→ Task directions: Which lines in the records below contain the word "that"? Copy each one out.

═════ Supplied data

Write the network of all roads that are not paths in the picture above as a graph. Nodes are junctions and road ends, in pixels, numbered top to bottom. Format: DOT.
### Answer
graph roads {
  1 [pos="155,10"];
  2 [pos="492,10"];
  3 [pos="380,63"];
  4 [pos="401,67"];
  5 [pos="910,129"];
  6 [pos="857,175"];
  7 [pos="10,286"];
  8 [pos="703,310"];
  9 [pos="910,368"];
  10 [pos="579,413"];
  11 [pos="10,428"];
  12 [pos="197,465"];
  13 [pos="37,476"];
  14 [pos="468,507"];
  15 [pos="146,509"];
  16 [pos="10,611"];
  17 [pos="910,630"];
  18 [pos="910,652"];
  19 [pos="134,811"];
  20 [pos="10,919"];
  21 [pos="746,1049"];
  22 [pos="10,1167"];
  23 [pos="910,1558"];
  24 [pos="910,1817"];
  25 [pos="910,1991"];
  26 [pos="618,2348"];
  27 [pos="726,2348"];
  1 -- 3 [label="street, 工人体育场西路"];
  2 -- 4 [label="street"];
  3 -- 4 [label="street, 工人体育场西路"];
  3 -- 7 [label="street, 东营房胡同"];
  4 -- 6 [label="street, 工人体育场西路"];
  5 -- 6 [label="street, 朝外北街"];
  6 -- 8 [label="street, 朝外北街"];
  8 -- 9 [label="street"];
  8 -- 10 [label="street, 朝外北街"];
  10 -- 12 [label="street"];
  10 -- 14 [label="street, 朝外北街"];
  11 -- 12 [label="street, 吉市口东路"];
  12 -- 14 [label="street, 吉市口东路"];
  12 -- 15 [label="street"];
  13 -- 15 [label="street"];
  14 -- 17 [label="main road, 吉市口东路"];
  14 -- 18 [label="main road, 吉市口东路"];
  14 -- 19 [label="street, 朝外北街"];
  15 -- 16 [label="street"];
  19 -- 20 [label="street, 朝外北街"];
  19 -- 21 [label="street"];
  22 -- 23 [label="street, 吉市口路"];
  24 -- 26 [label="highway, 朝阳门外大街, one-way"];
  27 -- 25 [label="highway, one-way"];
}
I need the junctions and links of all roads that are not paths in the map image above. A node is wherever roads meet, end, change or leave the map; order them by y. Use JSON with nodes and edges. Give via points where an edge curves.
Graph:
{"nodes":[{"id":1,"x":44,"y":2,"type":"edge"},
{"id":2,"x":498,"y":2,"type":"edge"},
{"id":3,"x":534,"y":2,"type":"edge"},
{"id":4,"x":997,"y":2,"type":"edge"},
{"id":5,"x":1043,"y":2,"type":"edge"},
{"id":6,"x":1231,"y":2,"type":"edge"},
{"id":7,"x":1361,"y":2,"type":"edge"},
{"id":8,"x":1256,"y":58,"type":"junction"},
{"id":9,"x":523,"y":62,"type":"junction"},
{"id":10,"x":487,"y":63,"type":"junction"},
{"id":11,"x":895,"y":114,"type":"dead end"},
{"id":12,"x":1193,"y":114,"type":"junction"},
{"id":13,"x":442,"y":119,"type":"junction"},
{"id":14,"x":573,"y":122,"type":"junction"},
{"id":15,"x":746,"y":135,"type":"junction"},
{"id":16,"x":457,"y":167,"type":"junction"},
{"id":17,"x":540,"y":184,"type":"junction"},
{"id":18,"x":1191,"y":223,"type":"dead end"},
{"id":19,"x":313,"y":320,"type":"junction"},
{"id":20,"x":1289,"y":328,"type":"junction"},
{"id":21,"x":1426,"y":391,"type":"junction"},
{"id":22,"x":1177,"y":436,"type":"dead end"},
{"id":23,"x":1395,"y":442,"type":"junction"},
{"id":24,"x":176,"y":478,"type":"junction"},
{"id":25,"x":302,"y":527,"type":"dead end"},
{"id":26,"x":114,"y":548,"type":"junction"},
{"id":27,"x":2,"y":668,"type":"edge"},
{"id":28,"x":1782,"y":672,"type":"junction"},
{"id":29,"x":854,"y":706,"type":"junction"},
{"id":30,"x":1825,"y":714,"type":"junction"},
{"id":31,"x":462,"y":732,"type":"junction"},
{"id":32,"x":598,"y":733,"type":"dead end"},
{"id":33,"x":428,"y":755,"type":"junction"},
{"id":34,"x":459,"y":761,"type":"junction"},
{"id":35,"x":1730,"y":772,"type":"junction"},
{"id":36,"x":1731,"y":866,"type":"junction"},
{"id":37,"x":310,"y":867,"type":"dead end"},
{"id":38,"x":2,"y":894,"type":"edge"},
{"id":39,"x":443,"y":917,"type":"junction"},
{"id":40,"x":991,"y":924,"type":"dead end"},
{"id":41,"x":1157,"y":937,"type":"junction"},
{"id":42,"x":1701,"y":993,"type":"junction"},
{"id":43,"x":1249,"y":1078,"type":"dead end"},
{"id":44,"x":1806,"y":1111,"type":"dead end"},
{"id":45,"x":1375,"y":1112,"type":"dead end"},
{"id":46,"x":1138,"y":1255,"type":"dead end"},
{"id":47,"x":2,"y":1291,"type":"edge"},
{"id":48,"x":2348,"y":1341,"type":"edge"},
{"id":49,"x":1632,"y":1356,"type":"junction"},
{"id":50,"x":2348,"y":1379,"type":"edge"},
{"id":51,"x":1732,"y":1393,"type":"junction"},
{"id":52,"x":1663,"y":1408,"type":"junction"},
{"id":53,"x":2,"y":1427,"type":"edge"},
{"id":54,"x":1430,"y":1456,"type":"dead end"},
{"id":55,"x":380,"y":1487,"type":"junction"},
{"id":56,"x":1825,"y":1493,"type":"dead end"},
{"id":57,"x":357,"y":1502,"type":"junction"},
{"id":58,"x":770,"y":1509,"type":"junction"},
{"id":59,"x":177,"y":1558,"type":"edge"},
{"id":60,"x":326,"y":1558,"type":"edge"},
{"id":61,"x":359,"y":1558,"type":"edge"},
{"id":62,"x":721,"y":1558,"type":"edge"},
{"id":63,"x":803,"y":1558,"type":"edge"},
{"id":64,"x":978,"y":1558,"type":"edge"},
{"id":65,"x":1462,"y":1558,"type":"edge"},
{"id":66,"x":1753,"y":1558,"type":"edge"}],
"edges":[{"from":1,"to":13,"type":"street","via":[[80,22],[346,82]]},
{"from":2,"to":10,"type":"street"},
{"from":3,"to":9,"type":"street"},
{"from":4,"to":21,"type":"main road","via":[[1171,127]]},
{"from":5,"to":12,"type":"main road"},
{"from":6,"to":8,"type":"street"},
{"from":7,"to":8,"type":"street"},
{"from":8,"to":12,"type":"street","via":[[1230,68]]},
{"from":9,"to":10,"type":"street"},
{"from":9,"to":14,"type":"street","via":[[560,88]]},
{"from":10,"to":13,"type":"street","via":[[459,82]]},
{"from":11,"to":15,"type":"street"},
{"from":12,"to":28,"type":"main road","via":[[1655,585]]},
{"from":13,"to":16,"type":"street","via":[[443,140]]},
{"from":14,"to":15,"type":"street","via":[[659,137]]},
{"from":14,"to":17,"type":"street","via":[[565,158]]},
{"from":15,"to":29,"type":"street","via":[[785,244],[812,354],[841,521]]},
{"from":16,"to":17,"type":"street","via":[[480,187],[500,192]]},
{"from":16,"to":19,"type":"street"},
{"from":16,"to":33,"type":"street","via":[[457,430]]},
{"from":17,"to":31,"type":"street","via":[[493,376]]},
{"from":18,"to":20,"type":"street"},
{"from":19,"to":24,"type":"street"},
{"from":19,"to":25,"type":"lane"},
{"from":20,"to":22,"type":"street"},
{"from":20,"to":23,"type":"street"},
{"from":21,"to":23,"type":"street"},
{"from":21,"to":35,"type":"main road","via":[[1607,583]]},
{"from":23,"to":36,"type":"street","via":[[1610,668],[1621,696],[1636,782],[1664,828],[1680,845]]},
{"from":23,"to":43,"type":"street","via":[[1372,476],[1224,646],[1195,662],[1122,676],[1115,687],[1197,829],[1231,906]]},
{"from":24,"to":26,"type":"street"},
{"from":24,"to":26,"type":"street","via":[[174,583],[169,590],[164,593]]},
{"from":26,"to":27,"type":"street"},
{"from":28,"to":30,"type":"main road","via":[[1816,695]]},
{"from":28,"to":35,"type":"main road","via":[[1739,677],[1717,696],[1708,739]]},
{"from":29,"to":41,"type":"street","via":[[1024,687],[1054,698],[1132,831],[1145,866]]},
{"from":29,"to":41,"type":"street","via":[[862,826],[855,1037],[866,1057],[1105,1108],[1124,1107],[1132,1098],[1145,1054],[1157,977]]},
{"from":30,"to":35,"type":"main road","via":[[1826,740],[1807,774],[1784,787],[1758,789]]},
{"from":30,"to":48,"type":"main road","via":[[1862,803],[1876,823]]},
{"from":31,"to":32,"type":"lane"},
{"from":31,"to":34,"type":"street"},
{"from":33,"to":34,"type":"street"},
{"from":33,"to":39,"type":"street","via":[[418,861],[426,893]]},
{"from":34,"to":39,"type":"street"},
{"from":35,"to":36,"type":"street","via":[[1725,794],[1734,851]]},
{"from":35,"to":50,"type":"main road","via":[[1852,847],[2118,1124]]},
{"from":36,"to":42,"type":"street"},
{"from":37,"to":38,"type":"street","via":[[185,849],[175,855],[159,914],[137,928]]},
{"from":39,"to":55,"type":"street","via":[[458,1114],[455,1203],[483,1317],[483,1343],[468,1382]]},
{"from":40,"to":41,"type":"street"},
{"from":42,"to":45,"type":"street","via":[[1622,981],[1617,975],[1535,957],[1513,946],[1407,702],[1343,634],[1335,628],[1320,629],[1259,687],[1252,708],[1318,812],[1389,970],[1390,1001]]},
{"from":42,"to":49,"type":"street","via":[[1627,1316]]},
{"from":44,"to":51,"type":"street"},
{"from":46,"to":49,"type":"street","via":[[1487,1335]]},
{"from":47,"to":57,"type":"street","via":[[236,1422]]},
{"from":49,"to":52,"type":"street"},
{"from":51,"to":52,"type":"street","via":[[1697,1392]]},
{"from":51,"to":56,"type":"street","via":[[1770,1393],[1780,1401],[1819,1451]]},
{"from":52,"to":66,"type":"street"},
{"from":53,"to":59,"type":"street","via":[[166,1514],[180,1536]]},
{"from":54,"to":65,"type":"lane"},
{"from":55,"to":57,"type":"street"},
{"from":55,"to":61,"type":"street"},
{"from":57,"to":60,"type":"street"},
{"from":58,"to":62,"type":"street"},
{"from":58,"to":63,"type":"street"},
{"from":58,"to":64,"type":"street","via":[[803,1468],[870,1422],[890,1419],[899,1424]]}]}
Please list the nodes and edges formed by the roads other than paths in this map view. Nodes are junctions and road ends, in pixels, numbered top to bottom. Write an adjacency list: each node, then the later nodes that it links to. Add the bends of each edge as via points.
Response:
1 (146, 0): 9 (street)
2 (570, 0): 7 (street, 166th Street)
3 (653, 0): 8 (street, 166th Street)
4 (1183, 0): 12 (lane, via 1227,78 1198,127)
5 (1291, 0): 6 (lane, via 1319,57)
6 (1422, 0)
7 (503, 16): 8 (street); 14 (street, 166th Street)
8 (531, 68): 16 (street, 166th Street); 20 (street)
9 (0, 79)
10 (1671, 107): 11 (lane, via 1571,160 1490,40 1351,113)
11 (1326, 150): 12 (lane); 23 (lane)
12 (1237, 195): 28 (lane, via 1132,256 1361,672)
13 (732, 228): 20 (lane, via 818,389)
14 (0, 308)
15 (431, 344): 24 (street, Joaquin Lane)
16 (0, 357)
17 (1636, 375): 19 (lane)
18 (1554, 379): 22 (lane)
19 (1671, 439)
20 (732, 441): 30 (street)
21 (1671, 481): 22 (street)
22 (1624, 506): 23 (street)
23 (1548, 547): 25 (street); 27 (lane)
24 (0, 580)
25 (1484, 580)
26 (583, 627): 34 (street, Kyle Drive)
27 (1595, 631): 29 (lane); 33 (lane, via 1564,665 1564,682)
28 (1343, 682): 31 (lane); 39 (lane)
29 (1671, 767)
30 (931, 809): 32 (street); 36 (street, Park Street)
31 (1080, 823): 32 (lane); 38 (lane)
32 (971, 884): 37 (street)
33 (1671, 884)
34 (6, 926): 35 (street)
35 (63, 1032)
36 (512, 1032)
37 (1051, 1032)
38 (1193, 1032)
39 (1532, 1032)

══════════

→ Task output:
Write the network of all roads that are not paths in the picture above as a graph. Nodes are junctions and road ends, in pixels, numbered top to bottom. Format: DOT.
I need the junctions and links of all roads that are not paths in the map image above. A node is wherever roads meet, end, change or leave the map; order them by y. Use JSON with nodes and edges. Give via points where an edge curves.
Please list the nodes and edges formed by the roads other than paths in this map view. Nodes are junctions and road ends, in pixels, numbered top to bottom. Write an adjacency list: each node, then the later nodes that it links to. Add the bends of each edge as via points.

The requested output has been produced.